"""

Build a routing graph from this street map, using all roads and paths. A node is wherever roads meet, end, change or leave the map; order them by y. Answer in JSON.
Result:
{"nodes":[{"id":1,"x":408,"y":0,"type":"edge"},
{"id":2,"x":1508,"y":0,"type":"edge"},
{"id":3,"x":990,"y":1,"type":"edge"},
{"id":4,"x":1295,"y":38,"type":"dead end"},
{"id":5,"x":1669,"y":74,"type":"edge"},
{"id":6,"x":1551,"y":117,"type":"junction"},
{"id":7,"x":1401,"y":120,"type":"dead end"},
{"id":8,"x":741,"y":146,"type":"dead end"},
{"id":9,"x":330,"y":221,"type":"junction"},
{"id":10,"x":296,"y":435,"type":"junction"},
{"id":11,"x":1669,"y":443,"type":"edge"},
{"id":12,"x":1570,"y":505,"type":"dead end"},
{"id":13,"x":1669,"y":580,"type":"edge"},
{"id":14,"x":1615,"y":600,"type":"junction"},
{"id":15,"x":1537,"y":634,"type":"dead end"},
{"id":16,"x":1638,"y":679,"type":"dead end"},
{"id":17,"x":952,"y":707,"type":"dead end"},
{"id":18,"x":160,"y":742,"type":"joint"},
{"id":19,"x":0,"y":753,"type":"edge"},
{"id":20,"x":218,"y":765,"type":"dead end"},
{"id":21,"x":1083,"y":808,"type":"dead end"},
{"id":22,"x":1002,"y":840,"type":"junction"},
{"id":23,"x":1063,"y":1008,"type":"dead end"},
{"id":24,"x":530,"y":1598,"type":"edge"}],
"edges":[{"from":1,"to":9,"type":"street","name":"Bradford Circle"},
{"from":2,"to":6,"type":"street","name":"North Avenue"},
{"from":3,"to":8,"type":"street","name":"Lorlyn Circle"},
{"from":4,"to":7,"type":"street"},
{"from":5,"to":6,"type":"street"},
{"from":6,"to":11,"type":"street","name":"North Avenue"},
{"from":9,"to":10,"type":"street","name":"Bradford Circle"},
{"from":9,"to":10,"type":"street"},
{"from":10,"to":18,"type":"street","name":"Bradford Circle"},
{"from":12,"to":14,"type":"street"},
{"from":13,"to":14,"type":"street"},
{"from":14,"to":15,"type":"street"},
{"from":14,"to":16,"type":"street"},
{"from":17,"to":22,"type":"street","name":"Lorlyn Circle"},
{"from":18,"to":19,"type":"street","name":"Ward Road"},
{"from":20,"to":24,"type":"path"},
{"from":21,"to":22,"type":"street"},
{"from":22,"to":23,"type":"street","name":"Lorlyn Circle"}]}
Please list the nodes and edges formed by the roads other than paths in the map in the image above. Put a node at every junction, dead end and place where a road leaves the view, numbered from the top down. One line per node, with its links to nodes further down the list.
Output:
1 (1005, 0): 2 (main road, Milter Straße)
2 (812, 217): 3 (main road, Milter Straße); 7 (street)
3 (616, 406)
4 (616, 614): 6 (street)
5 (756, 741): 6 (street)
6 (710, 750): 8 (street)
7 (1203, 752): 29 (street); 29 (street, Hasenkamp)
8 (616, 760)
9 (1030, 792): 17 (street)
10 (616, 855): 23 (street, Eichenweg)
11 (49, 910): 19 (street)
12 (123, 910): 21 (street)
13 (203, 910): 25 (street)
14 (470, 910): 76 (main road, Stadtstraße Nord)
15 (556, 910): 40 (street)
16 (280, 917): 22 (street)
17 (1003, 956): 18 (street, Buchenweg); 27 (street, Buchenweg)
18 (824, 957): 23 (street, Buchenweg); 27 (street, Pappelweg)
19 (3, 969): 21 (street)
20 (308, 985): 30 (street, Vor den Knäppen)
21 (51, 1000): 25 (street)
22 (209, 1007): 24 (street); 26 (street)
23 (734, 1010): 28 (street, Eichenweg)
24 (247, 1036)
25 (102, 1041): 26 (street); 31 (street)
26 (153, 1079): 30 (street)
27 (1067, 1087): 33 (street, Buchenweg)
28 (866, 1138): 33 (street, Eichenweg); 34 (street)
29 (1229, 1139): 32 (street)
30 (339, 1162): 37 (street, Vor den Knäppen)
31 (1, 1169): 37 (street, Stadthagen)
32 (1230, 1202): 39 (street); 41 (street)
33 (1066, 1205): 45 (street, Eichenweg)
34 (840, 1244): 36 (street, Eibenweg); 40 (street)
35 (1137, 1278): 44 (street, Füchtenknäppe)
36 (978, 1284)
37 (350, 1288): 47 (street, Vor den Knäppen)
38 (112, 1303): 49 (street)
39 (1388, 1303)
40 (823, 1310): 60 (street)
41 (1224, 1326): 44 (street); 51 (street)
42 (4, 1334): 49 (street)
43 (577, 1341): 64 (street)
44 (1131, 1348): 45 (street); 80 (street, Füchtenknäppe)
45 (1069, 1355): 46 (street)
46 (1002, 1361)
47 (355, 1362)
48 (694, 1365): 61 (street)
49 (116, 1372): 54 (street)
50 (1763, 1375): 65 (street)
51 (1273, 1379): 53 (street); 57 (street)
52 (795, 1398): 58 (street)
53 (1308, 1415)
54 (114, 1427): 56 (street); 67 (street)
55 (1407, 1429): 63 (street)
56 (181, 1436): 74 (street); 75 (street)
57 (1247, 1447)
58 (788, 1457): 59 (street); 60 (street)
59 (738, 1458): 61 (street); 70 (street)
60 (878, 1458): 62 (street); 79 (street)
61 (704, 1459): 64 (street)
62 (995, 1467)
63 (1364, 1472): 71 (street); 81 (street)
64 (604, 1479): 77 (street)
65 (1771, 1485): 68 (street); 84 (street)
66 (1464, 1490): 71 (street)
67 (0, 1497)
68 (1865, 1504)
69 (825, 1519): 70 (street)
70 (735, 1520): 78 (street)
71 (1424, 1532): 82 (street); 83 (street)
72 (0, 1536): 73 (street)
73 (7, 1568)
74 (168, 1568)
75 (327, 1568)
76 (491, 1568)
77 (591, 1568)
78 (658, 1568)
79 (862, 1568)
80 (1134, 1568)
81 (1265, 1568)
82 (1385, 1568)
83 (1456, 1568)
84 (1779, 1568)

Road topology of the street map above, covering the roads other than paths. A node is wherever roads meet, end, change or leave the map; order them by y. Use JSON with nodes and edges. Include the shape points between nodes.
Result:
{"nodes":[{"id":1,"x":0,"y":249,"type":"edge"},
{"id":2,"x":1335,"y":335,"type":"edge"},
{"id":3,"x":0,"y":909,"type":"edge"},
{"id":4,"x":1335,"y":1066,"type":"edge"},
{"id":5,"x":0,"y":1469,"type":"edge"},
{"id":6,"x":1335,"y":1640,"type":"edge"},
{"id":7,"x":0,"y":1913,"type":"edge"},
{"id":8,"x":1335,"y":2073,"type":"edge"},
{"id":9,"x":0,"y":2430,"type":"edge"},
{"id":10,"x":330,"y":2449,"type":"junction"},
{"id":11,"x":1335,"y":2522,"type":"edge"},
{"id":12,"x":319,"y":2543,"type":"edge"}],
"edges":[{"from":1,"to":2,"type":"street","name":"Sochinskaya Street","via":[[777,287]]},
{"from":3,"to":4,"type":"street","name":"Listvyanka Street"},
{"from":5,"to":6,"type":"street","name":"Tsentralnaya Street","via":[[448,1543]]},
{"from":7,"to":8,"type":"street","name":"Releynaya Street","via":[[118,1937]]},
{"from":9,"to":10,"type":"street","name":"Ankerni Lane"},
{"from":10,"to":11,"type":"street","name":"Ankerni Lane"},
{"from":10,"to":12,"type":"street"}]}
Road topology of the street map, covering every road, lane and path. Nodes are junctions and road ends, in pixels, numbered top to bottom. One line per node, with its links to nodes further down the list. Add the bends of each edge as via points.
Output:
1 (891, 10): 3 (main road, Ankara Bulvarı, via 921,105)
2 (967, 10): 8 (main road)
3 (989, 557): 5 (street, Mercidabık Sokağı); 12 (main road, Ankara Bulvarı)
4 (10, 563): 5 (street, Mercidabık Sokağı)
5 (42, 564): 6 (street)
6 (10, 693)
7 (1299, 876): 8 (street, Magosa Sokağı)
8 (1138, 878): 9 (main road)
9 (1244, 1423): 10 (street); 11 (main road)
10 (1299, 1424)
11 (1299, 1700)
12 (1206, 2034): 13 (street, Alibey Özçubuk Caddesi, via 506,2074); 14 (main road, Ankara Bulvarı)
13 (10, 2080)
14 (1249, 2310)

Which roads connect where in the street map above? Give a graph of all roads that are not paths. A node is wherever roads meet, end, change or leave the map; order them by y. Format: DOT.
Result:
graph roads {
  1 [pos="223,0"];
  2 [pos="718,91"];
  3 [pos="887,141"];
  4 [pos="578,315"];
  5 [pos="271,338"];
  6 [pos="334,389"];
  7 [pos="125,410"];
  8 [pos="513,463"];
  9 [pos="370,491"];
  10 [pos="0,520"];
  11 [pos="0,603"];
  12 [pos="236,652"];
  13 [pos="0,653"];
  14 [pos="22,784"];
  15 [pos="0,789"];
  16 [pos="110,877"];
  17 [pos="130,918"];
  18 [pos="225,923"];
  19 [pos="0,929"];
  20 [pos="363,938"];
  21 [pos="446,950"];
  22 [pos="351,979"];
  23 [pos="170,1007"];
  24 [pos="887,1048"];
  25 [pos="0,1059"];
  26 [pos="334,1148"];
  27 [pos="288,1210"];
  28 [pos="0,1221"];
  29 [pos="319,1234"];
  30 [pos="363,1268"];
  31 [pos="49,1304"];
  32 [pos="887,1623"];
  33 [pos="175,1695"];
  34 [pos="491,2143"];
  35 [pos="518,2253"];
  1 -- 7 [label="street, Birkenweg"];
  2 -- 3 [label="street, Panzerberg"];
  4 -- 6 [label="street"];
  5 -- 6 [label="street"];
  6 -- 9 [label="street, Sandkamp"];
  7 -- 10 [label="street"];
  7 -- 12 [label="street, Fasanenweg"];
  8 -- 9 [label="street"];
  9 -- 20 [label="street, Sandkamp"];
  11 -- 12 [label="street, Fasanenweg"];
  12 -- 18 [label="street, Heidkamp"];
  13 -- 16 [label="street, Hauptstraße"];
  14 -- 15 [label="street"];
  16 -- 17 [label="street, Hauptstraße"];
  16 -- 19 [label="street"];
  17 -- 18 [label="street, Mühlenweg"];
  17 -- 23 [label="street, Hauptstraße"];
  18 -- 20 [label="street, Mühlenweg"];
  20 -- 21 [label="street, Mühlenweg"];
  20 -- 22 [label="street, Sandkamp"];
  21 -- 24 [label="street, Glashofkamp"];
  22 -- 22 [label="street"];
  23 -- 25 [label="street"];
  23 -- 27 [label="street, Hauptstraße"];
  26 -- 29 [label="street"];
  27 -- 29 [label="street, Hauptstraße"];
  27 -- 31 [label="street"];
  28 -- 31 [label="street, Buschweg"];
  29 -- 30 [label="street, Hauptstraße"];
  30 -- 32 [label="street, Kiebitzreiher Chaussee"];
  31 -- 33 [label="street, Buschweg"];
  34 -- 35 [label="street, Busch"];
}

"""

What is needed »
Which of the lines above hold the word "points"? Copy each one.

Answer below »
Road topology of the street map above, covering the roads other than paths. A node is wherever roads meet, end, change or leave the map; order them by y. Use JSON with nodes and edges. Include the shape points between nodes.
Road topology of the street map, covering every road, lane and path. Nodes are junctions and road ends, in pixels, numbered top to bottom. One line per node, with its links to nodes further down the list. Add the bends of each edge as via points.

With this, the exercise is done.